During residency, I sometimes wondered what happened to the patients I cared for in the hospital. What happened after they were subjected to our meticulous questioning, invasive procedures and plethora of medications? Would they be okay once we had untangled the tubes and machines, once they were back home? But these thoughts were short-lived, vanishing with the presentation of a new case. As physicians we like to consolidate our diagnoses into neat packages of medications, orders, and recommendations. But guidelines and protocols cease as soon as the patient is out of the hospital and alone in their own beds, filled with the trauma they have endured. The recovery period is mentioned as an afterthought to patients, an addendum to an otherwise complicated situation.
The profound intimacy between patient and disease can never be fully understood. I have recognized that the only person who can come close to understanding, is the physician. Unlike those closest around us, it is the physician who understands the ins and outs of a disease, and sometimes the individual themselves. In the months that have followed my diagnosis, I have found it helpful to rely not only on my providers, but also on myself. By applying logic, reasoning and science I have found it tolerable to live with and understand the winding aftermath of a serious illness. While I am grateful for this, I do question how my patients, the majority without a medical background, seek solace.
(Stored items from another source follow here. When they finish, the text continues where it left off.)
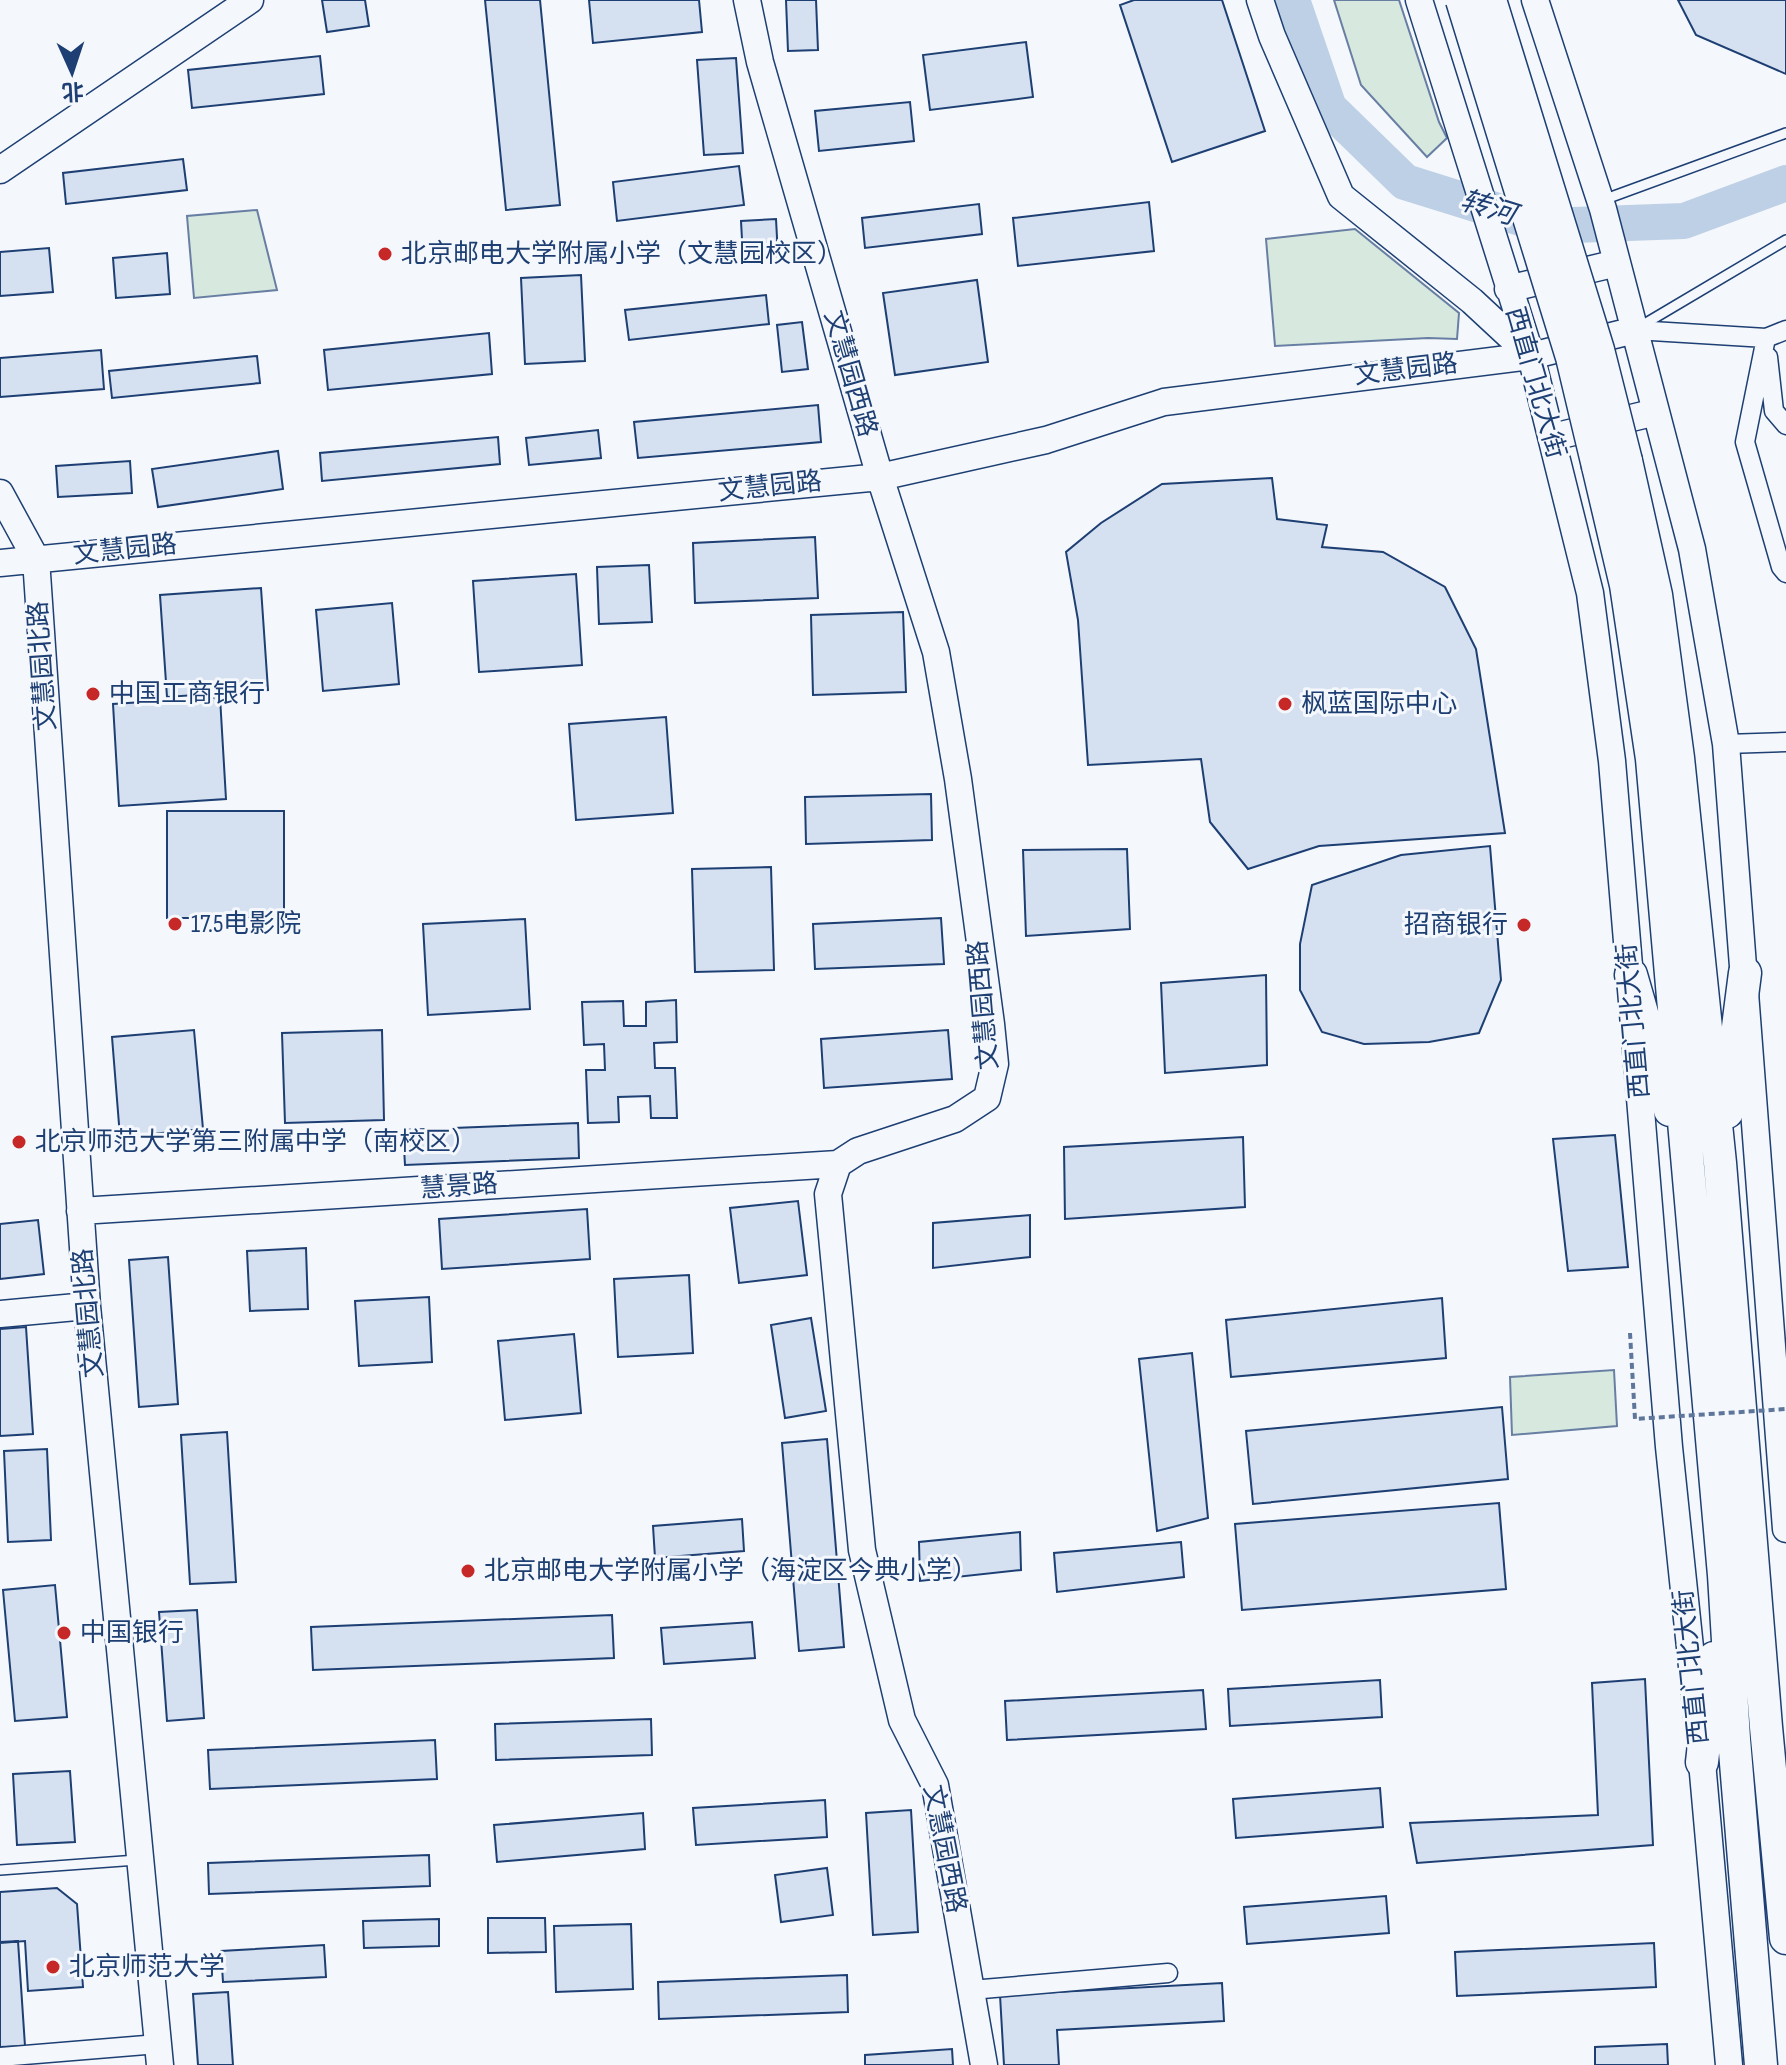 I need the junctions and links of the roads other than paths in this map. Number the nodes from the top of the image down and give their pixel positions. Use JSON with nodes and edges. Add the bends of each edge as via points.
{"nodes":[{"id":1,"x":250,"y":0,"type":"edge"},
{"id":2,"x":747,"y":0,"type":"edge"},
{"id":3,"x":1260,"y":0,"type":"edge"},
{"id":4,"x":1419,"y":0,"type":"edge"},
{"id":5,"x":1462,"y":0,"type":"edge"},
{"id":6,"x":1490,"y":0,"type":"edge"},
{"id":7,"x":1535,"y":0,"type":"edge"},
{"id":8,"x":1786,"y":133,"type":"edge"},
{"id":9,"x":0,"y":170,"type":"edge"},
{"id":10,"x":1602,"y":205,"type":"junction"},
{"id":11,"x":1786,"y":240,"type":"edge"},
{"id":12,"x":1618,"y":268,"type":"junction"},
{"id":13,"x":1505,"y":280,"type":"junction"},
{"id":14,"x":1635,"y":330,"type":"junction"},
{"id":15,"x":1786,"y":330,"type":"edge"},
{"id":16,"x":1766,"y":338,"type":"junction"},
{"id":17,"x":1531,"y":356,"type":"junction"},
{"id":18,"x":1656,"y":412,"type":"junction"},
{"id":19,"x":1786,"y":425,"type":"edge"},
{"id":20,"x":1553,"y":437,"type":"junction"},
{"id":21,"x":1612,"y":464,"type":"junction"},
{"id":22,"x":880,"y":477,"type":"junction"},
{"id":23,"x":0,"y":493,"type":"edge"},
{"id":24,"x":36,"y":559,"type":"junction"},
{"id":25,"x":0,"y":563,"type":"edge"},
{"id":26,"x":1786,"y":573,"type":"edge"},
{"id":27,"x":1786,"y":742,"type":"edge"},
{"id":28,"x":1726,"y":744,"type":"junction"},
{"id":29,"x":1745,"y":973,"type":"junction"},
{"id":30,"x":1631,"y":975,"type":"junction"},
{"id":31,"x":1720,"y":1163,"type":"junction"},
{"id":32,"x":838,"y":1164,"type":"junction"},
{"id":33,"x":1690,"y":1181,"type":"junction"},
{"id":34,"x":80,"y":1211,"type":"junction"},
{"id":35,"x":87,"y":1306,"type":"junction"},
{"id":36,"x":0,"y":1314,"type":"edge"},
{"id":37,"x":1786,"y":1529,"type":"edge"},
{"id":38,"x":1724,"y":1575,"type":"junction"},
{"id":39,"x":1756,"y":1577,"type":"junction"},
{"id":40,"x":1786,"y":1689,"type":"edge"},
{"id":41,"x":1702,"y":1762,"type":"junction"},
{"id":42,"x":140,"y":1860,"type":"junction"},
{"id":43,"x":0,"y":1870,"type":"edge"},
{"id":44,"x":1786,"y":1938,"type":"edge"},
{"id":45,"x":1168,"y":1973,"type":"dead end"},
{"id":46,"x":971,"y":1990,"type":"junction"},
{"id":47,"x":159,"y":2054,"type":"edge"},
{"id":48,"x":0,"y":2057,"type":"edge"},
{"id":49,"x":984,"y":2065,"type":"edge"},
{"id":50,"x":1729,"y":2065,"type":"edge"},
{"id":51,"x":1761,"y":2065,"type":"edge"}],
"edges":[{"from":1,"to":9,"type":"street"},
{"from":2,"to":22,"type":"street","name":"文慧园西路","via":[[760,62]]},
{"from":3,"to":17,"type":"street","via":[[1341,196],[1472,301]]},
{"from":4,"to":13,"type":"street","name":"西直门北大街"},
{"from":5,"to":21,"type":"highway","name":"西直门北大街","bridge":true,"via":[[1572,357]]},
{"from":6,"to":21,"type":"highway","name":"西直门北大街","bridge":true,"via":[[1598,350]]},
{"from":7,"to":10,"type":"street"},
{"from":8,"to":10,"type":"lane"},
{"from":10,"to":12,"type":"street"},
{"from":11,"to":14,"type":"lane"},
{"from":12,"to":13,"type":"street"},
{"from":12,"to":14,"type":"street"},
{"from":13,"to":17,"type":"street","name":"西直门北大街"},
{"from":14,"to":16,"type":"street"},
{"from":14,"to":17,"type":"street","name":"文慧园路"},
{"from":14,"to":18,"type":"street"},
{"from":15,"to":16,"type":"street"},
{"from":16,"to":19,"type":"street","via":[[1774,411]]},
{"from":16,"to":26,"type":"street","via":[[1745,442]]},
{"from":17,"to":20,"type":"street","name":"西直门北大街"},
{"from":17,"to":22,"type":"street","name":"文慧园路","via":[[1164,402],[1046,440]]},
{"from":18,"to":20,"type":"street"},
{"from":18,"to":28,"type":"street","via":[[1692,549]]},
{"from":20,"to":30,"type":"street","name":"西直门北大街","via":[[1590,593]]},
{"from":21,"to":31,"type":"highway","name":"西直门北大街","via":[[1656,595]]},
{"from":21,"to":33,"type":"highway","name":"西直门北大街","via":[[1652,759]]},
{"from":22,"to":24,"type":"street","name":"文慧园路"},
{"from":22,"to":32,"type":"street","name":"文慧园西路","via":[[936,652],[995,1064],[987,1098],[955,1119],[858,1151]]},
{"from":23,"to":24,"type":"street"},
{"from":24,"to":25,"type":"street","name":"文慧园路"},
{"from":24,"to":34,"type":"street","name":"文慧园北路"},
{"from":27,"to":28,"type":"street"},
{"from":28,"to":29,"type":"street"},
{"from":29,"to":31,"type":"highway"},
{"from":29,"to":37,"type":"street"},
{"from":30,"to":33,"type":"highway"},
{"from":30,"to":41,"type":"street","name":"西直门北大街","via":[[1669,1447]]},
{"from":31,"to":39,"type":"highway","name":"西直门北大街"},
{"from":32,"to":34,"type":"street","name":"慧景路"},
{"from":32,"to":46,"type":"street","name":"文慧园西路","via":[[828,1194],[862,1550],[902,1720],[935,1785]]},
{"from":33,"to":38,"type":"highway","name":"西直门北大街"},
{"from":34,"to":35,"type":"street","name":"文慧园北路"},
{"from":35,"to":36,"type":"street"},
{"from":35,"to":42,"type":"street","name":"文慧园北路"},
{"from":38,"to":41,"type":"highway"},
{"from":38,"to":51,"type":"highway","name":"西直门北大街"},
{"from":39,"to":40,"type":"highway"},
{"from":39,"to":44,"type":"highway","name":"西直门北大街"},
{"from":41,"to":50,"type":"street","name":"西直门北大街"},
{"from":42,"to":43,"type":"lane"},
{"from":42,"to":47,"type":"street","name":"文慧园北路"},
{"from":45,"to":46,"type":"street"},
{"from":46,"to":49,"type":"street","name":"文慧园西路"},
{"from":47,"to":48,"type":"street"}]}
Their ability to rationalize, accept and most importantly, find strength at the mercy of a formidable unknown seems nothing short of miraculous.
I have come to know that below the gleaming, wonders of modern medicine, lies the bottom of the iceberg – the ugly, dark, underbelly of life after diagnosis, and what little importance it is given. While I previously hoped to resonate confidence and reassurance in front of my patient’s eyes, I now hope it is concern and care they see – that I seek to nurture them as the human being beneath the diagnosis. I will remind them that everything is going to be okay. And most importantly, that they aren’t alone.